= Collected data entries =
-- -- --
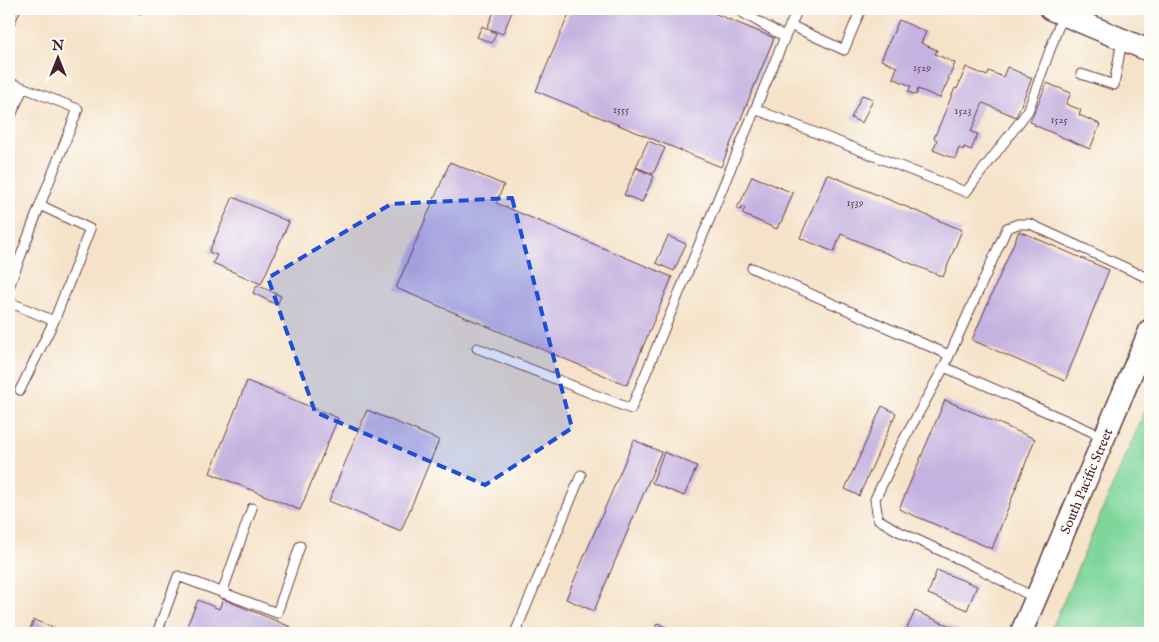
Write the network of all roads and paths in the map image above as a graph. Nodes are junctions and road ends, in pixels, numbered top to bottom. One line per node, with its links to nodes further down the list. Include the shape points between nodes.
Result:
1 (741, 9): 6 (lane)
2 (798, 9): 5 (lane)
3 (861, 9): 5 (lane, via 844,50)
4 (1056, 11): 7 (street); 12 (lane, via 1028,111 966,192)
5 (790, 25): 6 (lane)
6 (785, 37): 12 (lane)
7 (1122, 40): 8 (street); 9 (lane, via 1114,85)
8 (1150, 51)
9 (1082, 74)
10 (9, 82): 11 (lane)
11 (23, 88): 13 (lane); 14 (lane, via 78,109)
12 (756, 109): 21 (lane, via 631,409)
13 (9, 120)
14 (40, 205): 17 (lane); 19 (lane, via 90,229)
15 (752, 268): 22 (lane)
16 (1150, 279): 22 (lane, via 1030,224 1007,228)
17 (9, 286)
18 (9, 302): 19 (lane)
19 (54, 321): 24 (lane)
20 (1150, 330): 25 (street, South Pacific Street)
21 (477, 348)
22 (949, 355): 23 (lane)
23 (944, 367): 25 (lane); 30 (lane, via 875,499 878,519)
24 (20, 390)
25 (1104, 437): 30 (street, South Pacific Street)
26 (581, 475): 32 (lane)
27 (252, 508): 29 (lane)
28 (300, 546): 29 (lane, via 277,613)
29 (222, 592): 31 (lane, via 178,576)
30 (1036, 599): 33 (street, South Pacific Street)
31 (157, 633)
32 (515, 633)
33 (1021, 633)

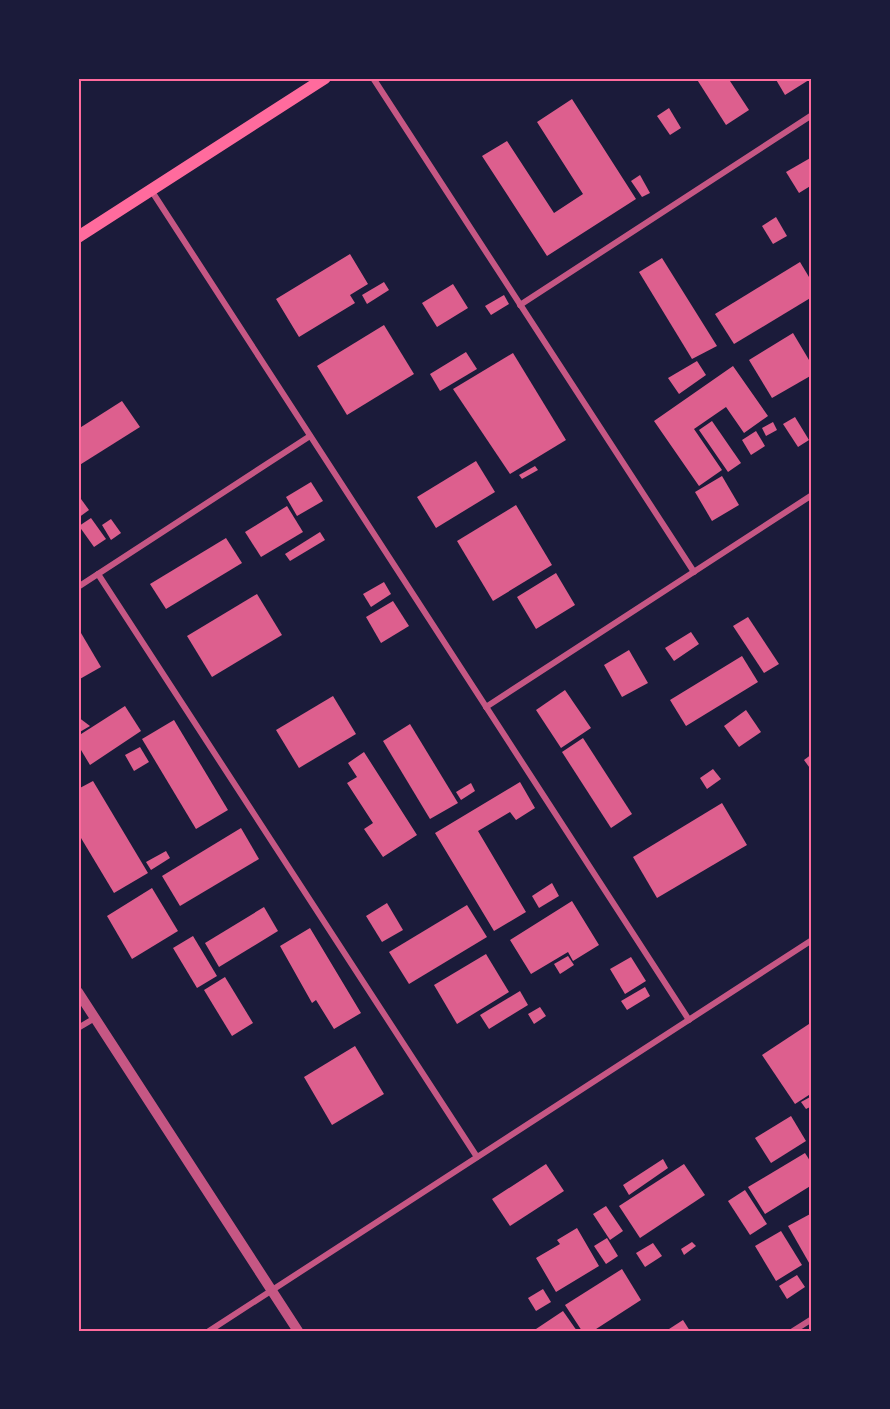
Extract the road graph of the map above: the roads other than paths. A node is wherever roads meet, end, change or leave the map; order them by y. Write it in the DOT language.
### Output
graph roads {
  1 [pos="325,78"];
  2 [pos="373,78"];
  3 [pos="812,116"];
  4 [pos="151,190"];
  5 [pos="78,237"];
  6 [pos="520,305"];
  7 [pos="310,436"];
  8 [pos="812,495"];
  9 [pos="694,572"];
  10 [pos="98,574"];
  11 [pos="78,587"];
  12 [pos="486,707"];
  13 [pos="812,940"];
  14 [pos="78,992"];
  15 [pos="95,1018"];
  16 [pos="689,1020"];
  17 [pos="78,1028"];
  18 [pos="477,1157"];
  19 [pos="272,1290"];
  20 [pos="812,1319"];
  21 [pos="209,1331"];
  22 [pos="298,1331"];
  23 [pos="793,1331"];
  1 -- 4 [label="main road"];
  2 -- 6 [label="street"];
  3 -- 6 [label="street"];
  4 -- 5 [label="main road"];
  4 -- 7 [label="street"];
  6 -- 9 [label="street"];
  7 -- 10 [label="street"];
  7 -- 12 [label="street"];
  8 -- 9 [label="street"];
  9 -- 12 [label="street"];
  10 -- 11 [label="street"];
  10 -- 18 [label="street"];
  12 -- 16 [label="street"];
  13 -- 16 [label="street"];
  14 -- 15 [label="street"];
  15 -- 17 [label="street"];
  15 -- 19 [label="street"];
  16 -- 18 [label="street"];
  18 -- 19 [label="street"];
  19 -- 21 [label="street"];
  19 -- 22 [label="street"];
  20 -- 23 [label="street"];
}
-- -- --
Only lines belong in the copy: transcribe those from the start of the data through the line that contains "Extract the road", and skip the pictures.

Write the network of all roads and paths in the map image above as a graph. Nodes are junctions and road ends, in pixels, numbered top to bottom. One line per node, with its links to nodes further down the list. Include the shape points between nodes.
Result:
1 (741, 9): 6 (lane)
2 (798, 9): 5 (lane)
3 (861, 9): 5 (lane, via 844,50)
4 (1056, 11): 7 (street); 12 (lane, via 1028,111 966,192)
5 (790, 25): 6 (lane)
6 (785, 37): 12 (lane)
7 (1122, 40): 8 (street); 9 (lane, via 1114,85)
8 (1150, 51)
9 (1082, 74)
10 (9, 82): 11 (lane)
11 (23, 88): 13 (lane); 14 (lane, via 78,109)
12 (756, 109): 21 (lane, via 631,409)
13 (9, 120)
14 (40, 205): 17 (lane); 19 (lane, via 90,229)
15 (752, 268): 22 (lane)
16 (1150, 279): 22 (lane, via 1030,224 1007,228)
17 (9, 286)
18 (9, 302): 19 (lane)
19 (54, 321): 24 (lane)
20 (1150, 330): 25 (street, South Pacific Street)
21 (477, 348)
22 (949, 355): 23 (lane)
23 (944, 367): 25 (lane); 30 (lane, via 875,499 878,519)
24 (20, 390)
25 (1104, 437): 30 (street, South Pacific Street)
26 (581, 475): 32 (lane)
27 (252, 508): 29 (lane)
28 (300, 546): 29 (lane, via 277,613)
29 (222, 592): 31 (lane, via 178,576)
30 (1036, 599): 33 (street, South Pacific Street)
31 (157, 633)
32 (515, 633)
33 (1021, 633)

Extract the road graph of the map above: the roads other than paths. A node is wherever roads meet, end, change or leave the map; order them by y. Write it in the DOT language.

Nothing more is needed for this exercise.